[Recorded data]
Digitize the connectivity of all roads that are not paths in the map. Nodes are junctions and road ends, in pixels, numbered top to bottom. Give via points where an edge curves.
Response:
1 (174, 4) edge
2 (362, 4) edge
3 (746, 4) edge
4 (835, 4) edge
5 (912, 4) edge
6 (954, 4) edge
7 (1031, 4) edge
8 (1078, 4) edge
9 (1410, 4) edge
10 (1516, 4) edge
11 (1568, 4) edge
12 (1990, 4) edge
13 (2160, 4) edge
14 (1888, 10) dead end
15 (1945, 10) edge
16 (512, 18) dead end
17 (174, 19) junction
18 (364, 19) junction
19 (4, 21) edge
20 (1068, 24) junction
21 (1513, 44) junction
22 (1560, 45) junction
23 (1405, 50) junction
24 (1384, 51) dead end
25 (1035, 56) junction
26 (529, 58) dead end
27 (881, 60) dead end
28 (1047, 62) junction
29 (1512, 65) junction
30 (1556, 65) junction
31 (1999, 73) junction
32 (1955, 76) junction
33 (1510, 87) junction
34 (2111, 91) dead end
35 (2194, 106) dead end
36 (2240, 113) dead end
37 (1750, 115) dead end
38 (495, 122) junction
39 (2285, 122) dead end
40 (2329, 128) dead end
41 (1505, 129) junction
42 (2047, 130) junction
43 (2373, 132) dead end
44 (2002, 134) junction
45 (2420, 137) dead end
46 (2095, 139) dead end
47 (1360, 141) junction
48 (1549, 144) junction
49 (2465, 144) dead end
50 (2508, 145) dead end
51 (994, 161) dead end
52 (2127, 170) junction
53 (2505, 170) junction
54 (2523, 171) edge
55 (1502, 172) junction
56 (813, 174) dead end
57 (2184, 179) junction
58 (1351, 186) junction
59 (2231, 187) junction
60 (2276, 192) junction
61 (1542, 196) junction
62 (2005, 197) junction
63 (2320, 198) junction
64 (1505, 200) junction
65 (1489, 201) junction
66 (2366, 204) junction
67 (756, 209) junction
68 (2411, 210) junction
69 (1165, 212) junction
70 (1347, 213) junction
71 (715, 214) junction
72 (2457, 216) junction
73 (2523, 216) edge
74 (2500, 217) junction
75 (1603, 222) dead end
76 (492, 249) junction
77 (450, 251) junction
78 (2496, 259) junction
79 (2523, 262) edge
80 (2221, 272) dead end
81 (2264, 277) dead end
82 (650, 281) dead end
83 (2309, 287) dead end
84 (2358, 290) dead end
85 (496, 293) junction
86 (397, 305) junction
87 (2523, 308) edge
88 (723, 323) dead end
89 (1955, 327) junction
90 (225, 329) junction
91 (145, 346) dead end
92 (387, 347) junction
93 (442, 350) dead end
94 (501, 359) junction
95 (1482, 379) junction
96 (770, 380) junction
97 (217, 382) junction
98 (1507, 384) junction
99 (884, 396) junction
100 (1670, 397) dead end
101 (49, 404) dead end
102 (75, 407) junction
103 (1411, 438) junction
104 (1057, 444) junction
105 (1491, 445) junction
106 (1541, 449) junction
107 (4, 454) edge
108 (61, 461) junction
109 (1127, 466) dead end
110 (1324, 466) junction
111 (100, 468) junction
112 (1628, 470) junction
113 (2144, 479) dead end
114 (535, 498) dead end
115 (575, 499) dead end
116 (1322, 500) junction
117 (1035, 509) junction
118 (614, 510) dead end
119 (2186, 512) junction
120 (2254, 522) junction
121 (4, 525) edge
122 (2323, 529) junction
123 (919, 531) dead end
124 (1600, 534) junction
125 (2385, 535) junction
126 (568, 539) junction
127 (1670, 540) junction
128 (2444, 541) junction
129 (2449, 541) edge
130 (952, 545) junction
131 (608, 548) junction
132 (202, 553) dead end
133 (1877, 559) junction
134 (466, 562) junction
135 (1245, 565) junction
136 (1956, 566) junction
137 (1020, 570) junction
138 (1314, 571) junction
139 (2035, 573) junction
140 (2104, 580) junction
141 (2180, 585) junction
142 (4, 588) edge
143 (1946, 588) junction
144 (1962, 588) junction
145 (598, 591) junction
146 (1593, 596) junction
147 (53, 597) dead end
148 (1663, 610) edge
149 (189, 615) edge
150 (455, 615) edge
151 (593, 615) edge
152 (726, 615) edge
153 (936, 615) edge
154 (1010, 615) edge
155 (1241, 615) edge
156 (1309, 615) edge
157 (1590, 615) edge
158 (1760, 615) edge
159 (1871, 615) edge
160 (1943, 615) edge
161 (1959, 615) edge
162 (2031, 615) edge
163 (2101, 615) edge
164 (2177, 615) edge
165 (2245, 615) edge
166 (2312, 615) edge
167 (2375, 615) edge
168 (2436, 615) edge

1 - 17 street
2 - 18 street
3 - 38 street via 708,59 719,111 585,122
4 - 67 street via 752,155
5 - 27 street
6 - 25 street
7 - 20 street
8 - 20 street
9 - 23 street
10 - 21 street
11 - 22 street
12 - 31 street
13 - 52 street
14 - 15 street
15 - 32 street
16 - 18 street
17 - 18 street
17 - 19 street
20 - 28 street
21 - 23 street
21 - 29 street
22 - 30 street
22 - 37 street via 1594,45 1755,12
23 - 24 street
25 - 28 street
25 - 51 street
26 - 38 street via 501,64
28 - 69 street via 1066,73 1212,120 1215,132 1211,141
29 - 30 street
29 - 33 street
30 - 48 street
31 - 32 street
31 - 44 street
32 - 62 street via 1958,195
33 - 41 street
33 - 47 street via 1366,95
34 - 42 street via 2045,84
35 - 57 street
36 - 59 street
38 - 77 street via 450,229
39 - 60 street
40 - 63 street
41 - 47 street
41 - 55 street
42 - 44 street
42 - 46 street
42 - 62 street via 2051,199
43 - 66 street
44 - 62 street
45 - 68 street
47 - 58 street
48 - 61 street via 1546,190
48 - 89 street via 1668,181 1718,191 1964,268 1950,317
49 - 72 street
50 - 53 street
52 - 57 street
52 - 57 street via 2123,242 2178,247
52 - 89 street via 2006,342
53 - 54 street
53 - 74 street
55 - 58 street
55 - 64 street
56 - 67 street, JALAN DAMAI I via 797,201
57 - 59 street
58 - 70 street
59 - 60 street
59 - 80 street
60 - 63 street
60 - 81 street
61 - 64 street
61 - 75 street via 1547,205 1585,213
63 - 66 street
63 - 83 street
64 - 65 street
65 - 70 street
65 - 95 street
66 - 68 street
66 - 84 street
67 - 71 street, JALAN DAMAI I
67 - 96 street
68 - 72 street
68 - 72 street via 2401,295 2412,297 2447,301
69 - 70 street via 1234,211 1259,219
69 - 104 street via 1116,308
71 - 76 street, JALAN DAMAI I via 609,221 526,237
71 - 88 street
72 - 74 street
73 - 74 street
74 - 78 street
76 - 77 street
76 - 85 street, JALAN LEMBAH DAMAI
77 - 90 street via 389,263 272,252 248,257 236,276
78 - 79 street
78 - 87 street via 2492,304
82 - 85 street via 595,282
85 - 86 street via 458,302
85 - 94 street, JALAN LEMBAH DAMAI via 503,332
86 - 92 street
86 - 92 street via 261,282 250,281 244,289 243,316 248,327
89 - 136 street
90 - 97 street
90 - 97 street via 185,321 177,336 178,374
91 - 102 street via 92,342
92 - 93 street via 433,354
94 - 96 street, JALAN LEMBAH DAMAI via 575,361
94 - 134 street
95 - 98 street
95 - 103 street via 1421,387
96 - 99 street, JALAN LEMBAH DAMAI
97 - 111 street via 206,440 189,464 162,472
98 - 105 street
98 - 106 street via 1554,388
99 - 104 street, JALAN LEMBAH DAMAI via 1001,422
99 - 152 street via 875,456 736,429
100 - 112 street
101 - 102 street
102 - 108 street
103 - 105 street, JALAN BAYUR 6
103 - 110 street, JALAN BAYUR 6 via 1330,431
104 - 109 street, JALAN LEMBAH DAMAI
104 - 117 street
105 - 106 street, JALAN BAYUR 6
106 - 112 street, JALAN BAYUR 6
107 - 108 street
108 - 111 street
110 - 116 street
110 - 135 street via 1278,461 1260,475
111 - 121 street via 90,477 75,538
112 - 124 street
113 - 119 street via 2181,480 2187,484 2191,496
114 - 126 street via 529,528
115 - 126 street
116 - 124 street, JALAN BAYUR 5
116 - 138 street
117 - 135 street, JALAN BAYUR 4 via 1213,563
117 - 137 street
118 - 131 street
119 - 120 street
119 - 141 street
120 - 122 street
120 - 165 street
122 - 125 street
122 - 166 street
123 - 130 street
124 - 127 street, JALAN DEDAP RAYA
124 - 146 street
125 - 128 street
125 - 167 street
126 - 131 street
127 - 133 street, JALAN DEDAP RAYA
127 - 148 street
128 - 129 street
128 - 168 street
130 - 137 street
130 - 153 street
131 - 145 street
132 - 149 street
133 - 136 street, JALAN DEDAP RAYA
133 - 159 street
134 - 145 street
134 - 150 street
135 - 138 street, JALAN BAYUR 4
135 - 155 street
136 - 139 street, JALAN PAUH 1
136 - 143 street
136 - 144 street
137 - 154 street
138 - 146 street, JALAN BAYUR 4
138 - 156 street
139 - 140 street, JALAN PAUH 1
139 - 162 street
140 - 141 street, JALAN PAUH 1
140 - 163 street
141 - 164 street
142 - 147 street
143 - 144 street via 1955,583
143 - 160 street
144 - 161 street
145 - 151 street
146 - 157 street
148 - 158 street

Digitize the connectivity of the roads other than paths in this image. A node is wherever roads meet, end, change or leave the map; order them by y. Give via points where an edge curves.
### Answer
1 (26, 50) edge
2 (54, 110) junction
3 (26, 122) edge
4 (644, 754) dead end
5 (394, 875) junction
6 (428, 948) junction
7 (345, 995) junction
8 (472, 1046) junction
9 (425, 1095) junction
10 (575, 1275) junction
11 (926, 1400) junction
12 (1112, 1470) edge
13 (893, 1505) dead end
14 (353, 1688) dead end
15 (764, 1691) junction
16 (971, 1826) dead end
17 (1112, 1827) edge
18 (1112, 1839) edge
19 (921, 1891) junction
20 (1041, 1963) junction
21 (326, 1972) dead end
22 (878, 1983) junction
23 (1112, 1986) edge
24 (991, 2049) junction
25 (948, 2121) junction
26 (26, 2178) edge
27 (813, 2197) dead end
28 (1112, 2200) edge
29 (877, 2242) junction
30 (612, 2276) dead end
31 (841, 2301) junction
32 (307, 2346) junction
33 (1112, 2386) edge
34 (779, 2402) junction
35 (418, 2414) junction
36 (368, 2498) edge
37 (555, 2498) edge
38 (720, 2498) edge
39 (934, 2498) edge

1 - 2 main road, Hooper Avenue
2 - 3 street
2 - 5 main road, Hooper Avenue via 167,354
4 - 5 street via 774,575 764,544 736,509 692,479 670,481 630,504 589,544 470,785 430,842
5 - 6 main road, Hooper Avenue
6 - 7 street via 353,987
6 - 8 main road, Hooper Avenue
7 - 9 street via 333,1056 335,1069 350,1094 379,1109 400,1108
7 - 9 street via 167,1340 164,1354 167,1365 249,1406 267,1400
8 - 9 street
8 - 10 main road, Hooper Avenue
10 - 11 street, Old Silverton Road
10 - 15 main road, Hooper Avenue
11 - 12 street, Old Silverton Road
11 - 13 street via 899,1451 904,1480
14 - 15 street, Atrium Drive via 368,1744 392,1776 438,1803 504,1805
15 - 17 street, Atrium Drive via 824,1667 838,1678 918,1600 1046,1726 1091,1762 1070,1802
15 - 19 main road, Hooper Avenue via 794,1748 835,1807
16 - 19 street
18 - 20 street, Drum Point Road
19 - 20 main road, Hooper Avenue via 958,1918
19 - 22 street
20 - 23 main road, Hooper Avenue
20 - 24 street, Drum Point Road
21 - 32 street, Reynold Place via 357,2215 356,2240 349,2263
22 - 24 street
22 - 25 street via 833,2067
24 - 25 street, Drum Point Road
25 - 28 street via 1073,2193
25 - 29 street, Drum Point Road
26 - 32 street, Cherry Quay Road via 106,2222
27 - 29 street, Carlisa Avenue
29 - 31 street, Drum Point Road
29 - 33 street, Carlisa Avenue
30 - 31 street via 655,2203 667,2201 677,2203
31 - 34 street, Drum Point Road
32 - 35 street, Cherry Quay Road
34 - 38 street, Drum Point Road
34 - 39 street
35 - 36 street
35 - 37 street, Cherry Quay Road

[Task brief] Going through the entries above, show each line that contains "roads".

[Output of the task]
Digitize the connectivity of all roads that are not paths in the map. Nodes are junctions and road ends, in pixels, numbered top to bottom. Give via points where an edge curves.
Digitize the connectivity of the roads other than paths in this image. A node is wherever roads meet, end, change or leave the map; order them by y. Give via points where an edge curves.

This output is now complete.